Remember, we all stumble, every one of us. That’s why it’s a comfort to go hand in hand. ~Emily Kimbrough
Last month, my younger son begged me to let him hang out after school with friends before attending the school’s talent show. He wanted to meet his friends at 4:30 pm, a good 90 minutes before the event was scheduled to start, so they could run around and goof off.
I knew he had a lot of homework, homework that would take quite a bit of time. I told him and said to him “I don’t think you’re going to get it all done” to which he replied, “I’ll prove you wrong.”
We argued back and forth until I finally gave in and told him he could go to the activity and do his homework later.
As I drove him back to school, I was annoyed that I agreed to let fun and friends take precedence over homework. I was disappointed in myself: my snarky comment was not kind and had made him feel bad. I was disappointed because I had tried to be controlling and had assumed he would not complete the work.
I know my son needs some guidance and direction: he is not a self-starter when it comes to homework. I didn’t want to deal with him coming home from the event saying he was too tired to do his homework.

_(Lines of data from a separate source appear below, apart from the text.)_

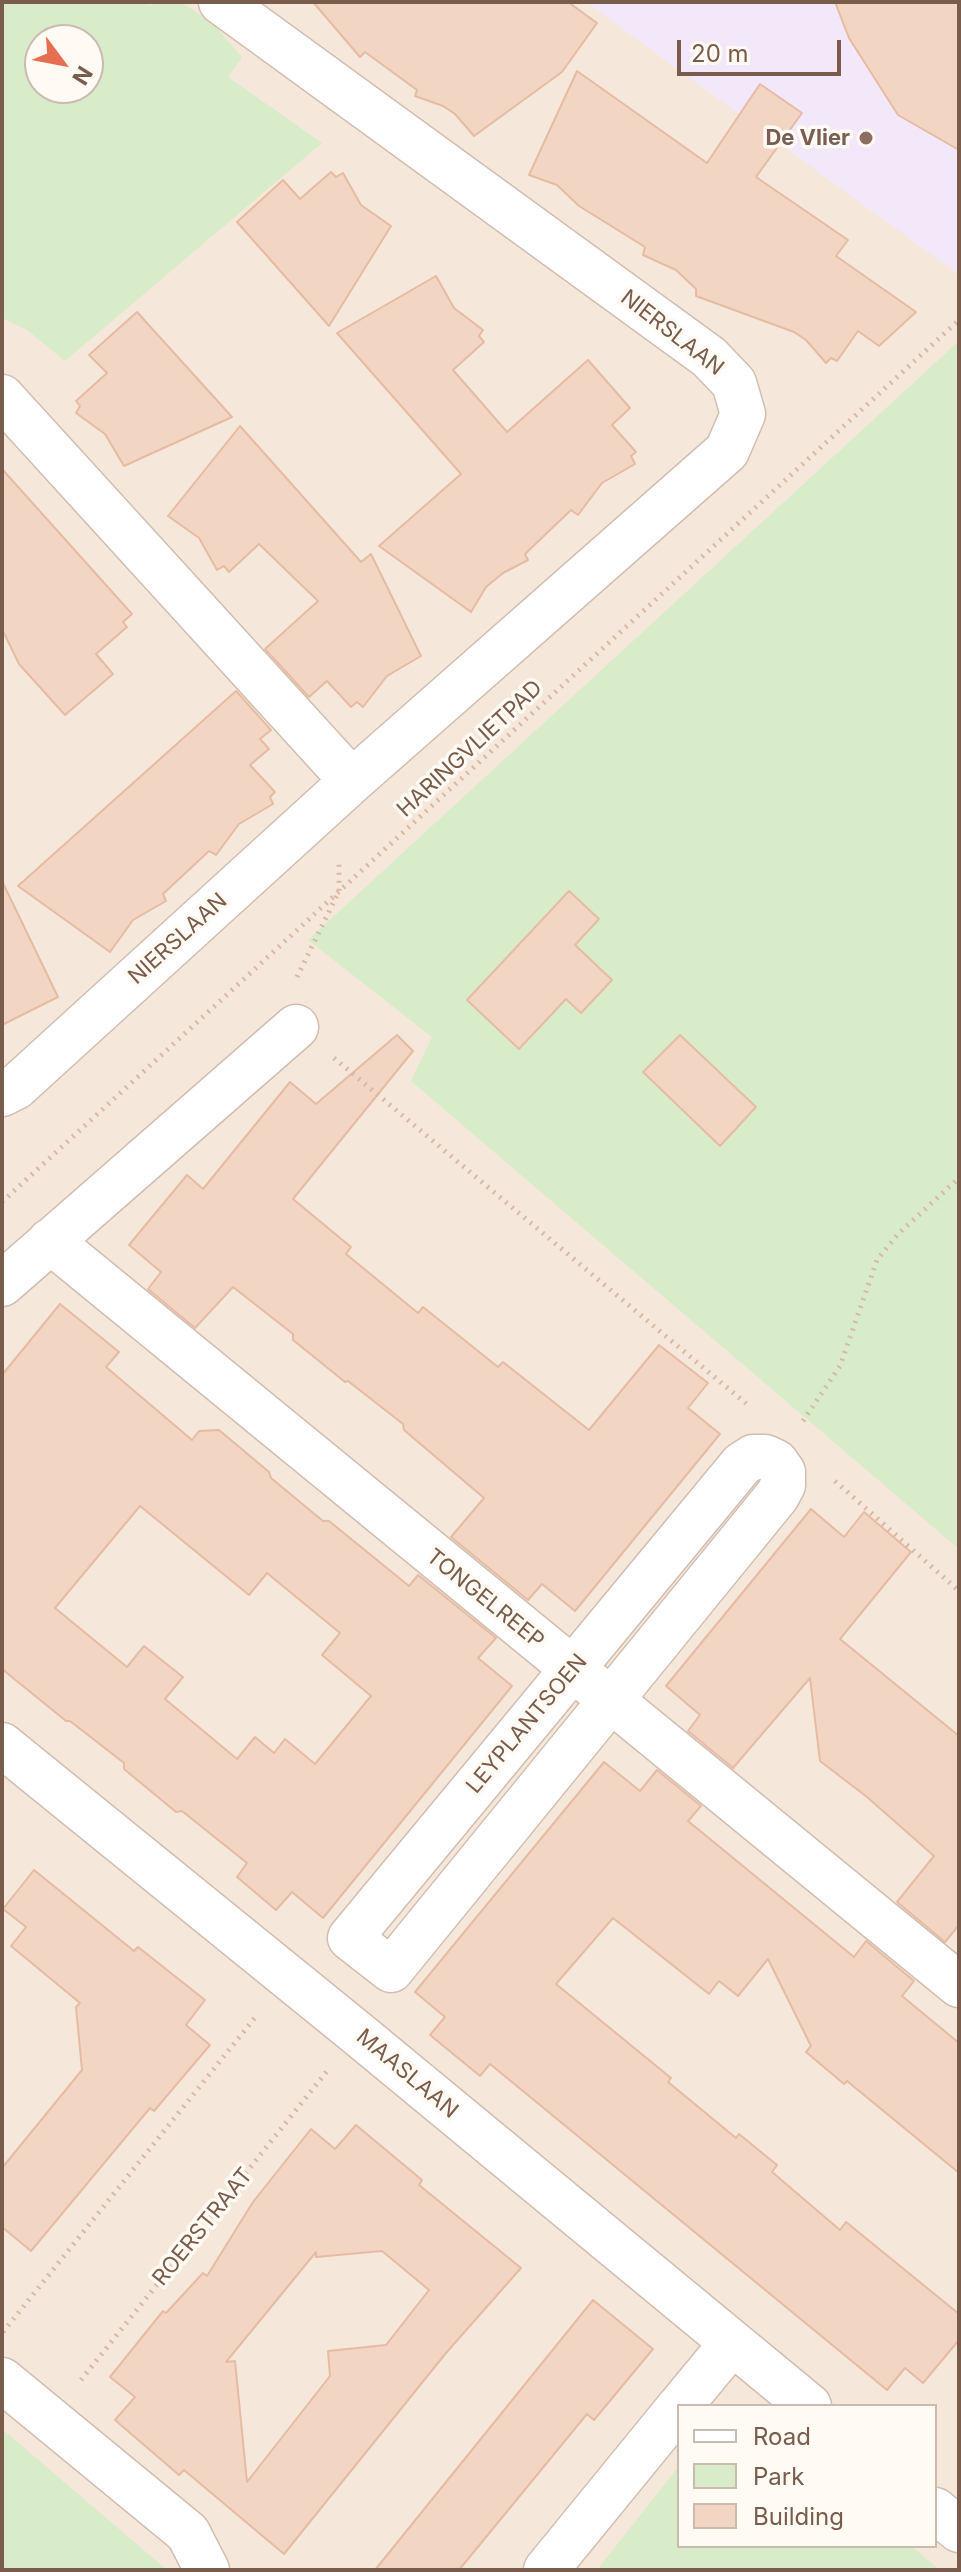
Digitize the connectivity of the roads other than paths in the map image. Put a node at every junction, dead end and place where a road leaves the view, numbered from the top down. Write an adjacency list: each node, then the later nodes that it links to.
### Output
1 (224, 3): 3 (street, NIERSLAAN)
2 (2, 397): 3 (street)
3 (340, 791): 5 (street, NIERSLAAN)
4 (296, 1027): 6 (street)
5 (2, 1094)
6 (50, 1241): 7 (street); 8 (street, TONGELREEP)
7 (2, 1284)
8 (571, 1670): 9 (street, TONGELREEP); 9 (street, LEYPLANTSOEN); 9 (street, LEYPLANTSOEN)
9 (609, 1700): 11 (street, TONGELREEP)
10 (2, 1745): 12 (street, MAASLAAN)
11 (959, 1985)
12 (732, 2343): 14 (street); 15 (street, MAASLAAN)
13 (2, 2380): 19 (street)
14 (682, 2404)
15 (807, 2404)
16 (677, 2411): 20 (street)
17 (937, 2512): 18 (street)
18 (959, 2530)
19 (207, 2570)
20 (546, 2570)

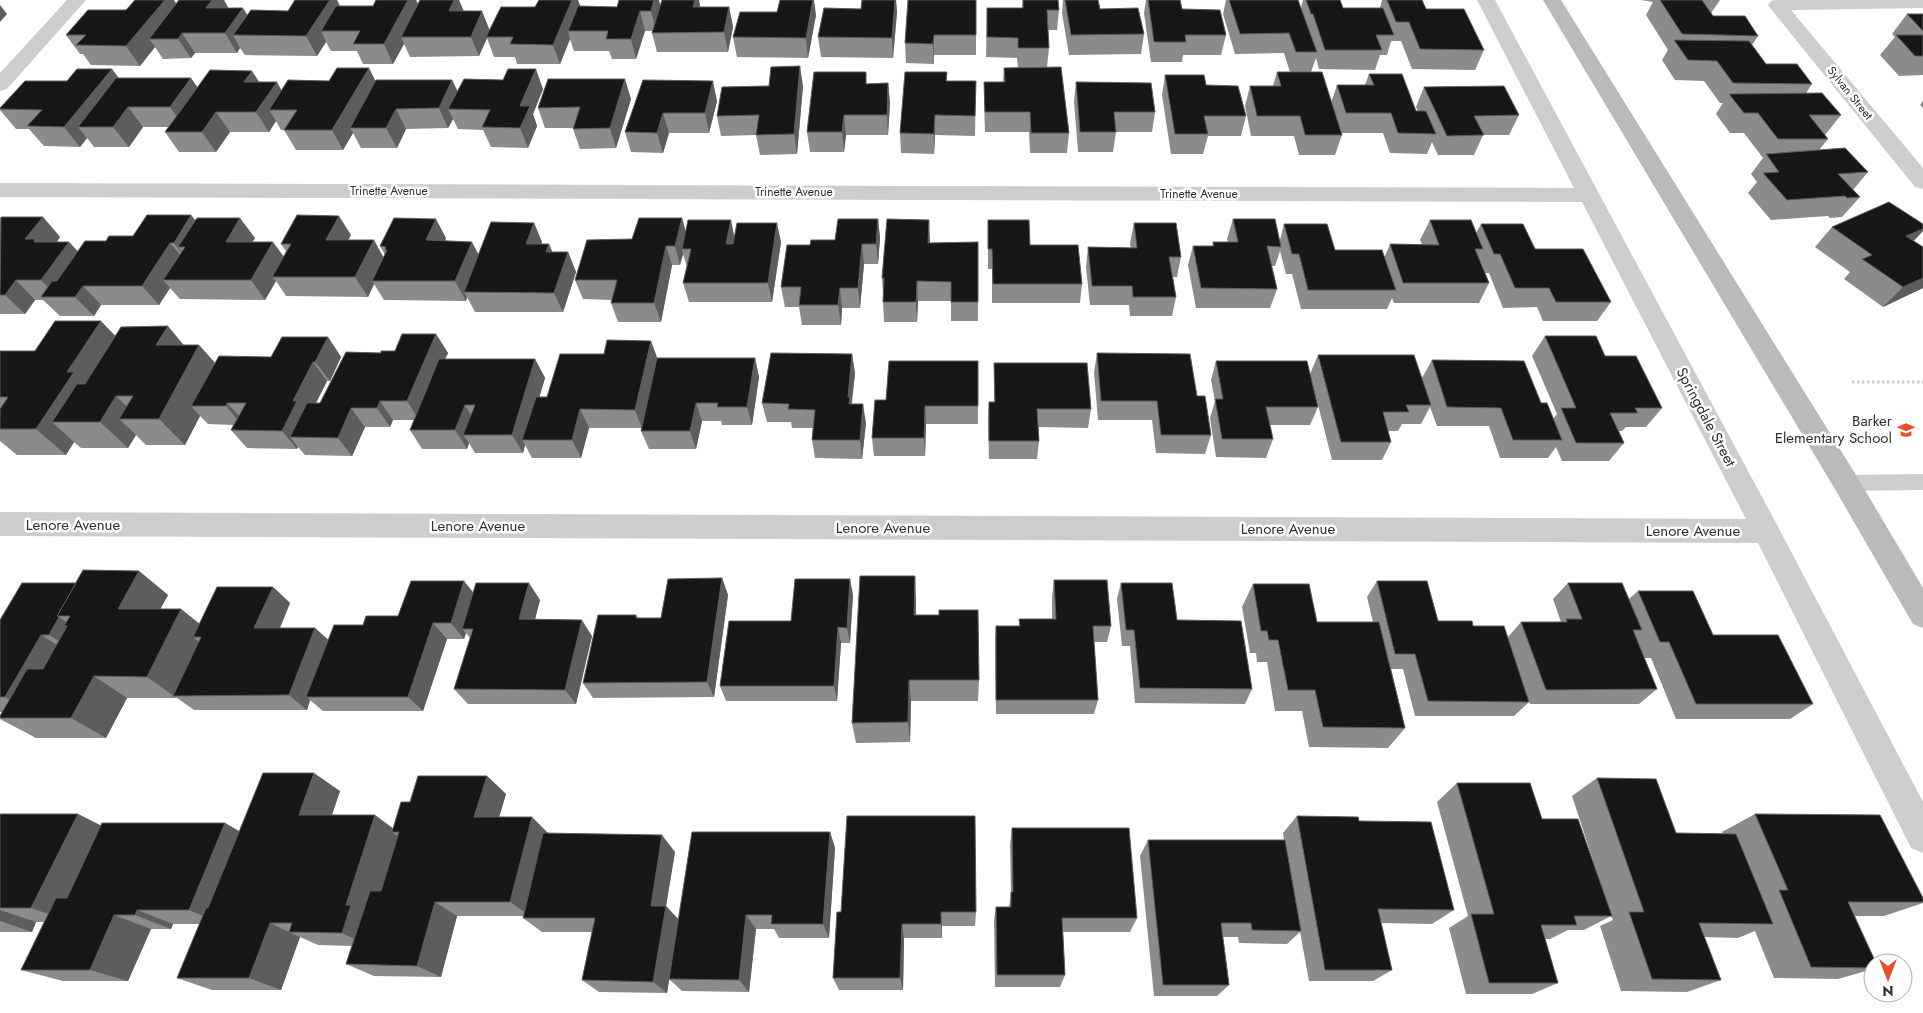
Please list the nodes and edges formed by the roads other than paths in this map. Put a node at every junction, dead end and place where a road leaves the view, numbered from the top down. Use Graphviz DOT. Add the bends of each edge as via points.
graph roads {
  1 [pos="77,0"];
  2 [pos="1486,0"];
  3 [pos="1552,0"];
  4 [pos="1923,3"];
  5 [pos="0,85"];
  6 [pos="1923,182"];
  7 [pos="0,190"];
  8 [pos="1588,195"];
  9 [pos="1923,482"];
  10 [pos="1846,483"];
  11 [pos="0,524"];
  12 [pos="1766,531"];
  13 [pos="1923,615"];
  14 [pos="1923,836"];
  1 -- 5 [label="street"];
  2 -- 8 [label="street, Springdale Street"];
  3 -- 10 [label="main road"];
  4 -- 6 [label="street, Sylvan Street" via="1777,5"];
  7 -- 8 [label="street, Trinette Avenue"];
  8 -- 12 [label="street, Springdale Street"];
  9 -- 10 [label="lane"];
  10 -- 13 [label="main road"];
  11 -- 12 [label="street, Lenore Avenue"];
  12 -- 14 [label="street, Springdale Street"];
}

I expected him to be reluctant and petulant. I expected arguing and excuses. The more I thought I about what possible outcomes, the more annoyed I got. I wasn’t looking forward to arguing over homework at 9:00 PM.
When my husband arrived home from work and asked where our younger son was, I told him he was at school with friends.
“I don’t know why you let him go to the talent show when he had so much homework,” my husband said. His comment just added to my ire.
At 8:45 PM I receive a text: “Mom, will you pick me up?”
When my son got in the car, I reminded him about his homework.
“I know, I’ll get it done” he replied.
The next morning, sitting on the kitchen counter was a list of all his assignments: he had completed all of them and had checked everything off his list.
When he came downstairs, the first thing he said to me was “I proved you wrong, Mom, I completed all my assignments.”
I pulled him into my arms and apologized to him. I told him I was wrong. I told him how proud I was of him. I told him – like I do every chance I get – that I love him.
The truth was I had assumed that I would have to nag, remind, argue, and hover over him. I assumed I would have to take the steering wheel and drive – to make sure the work got done – but that wasn’t the case: he took responsibility, he made a list, and he completed all of his homework. In the end, he handled it perfectly.
My son’s journey is not about me, it is his and while he is learning to drive and maneuver, I am learning to accept the fact that he will hit a few bumps in the road. I am learning to let up a bit on the steering wheel and let him go. After all, he is the one who will be ultimately driving towards independence, not me.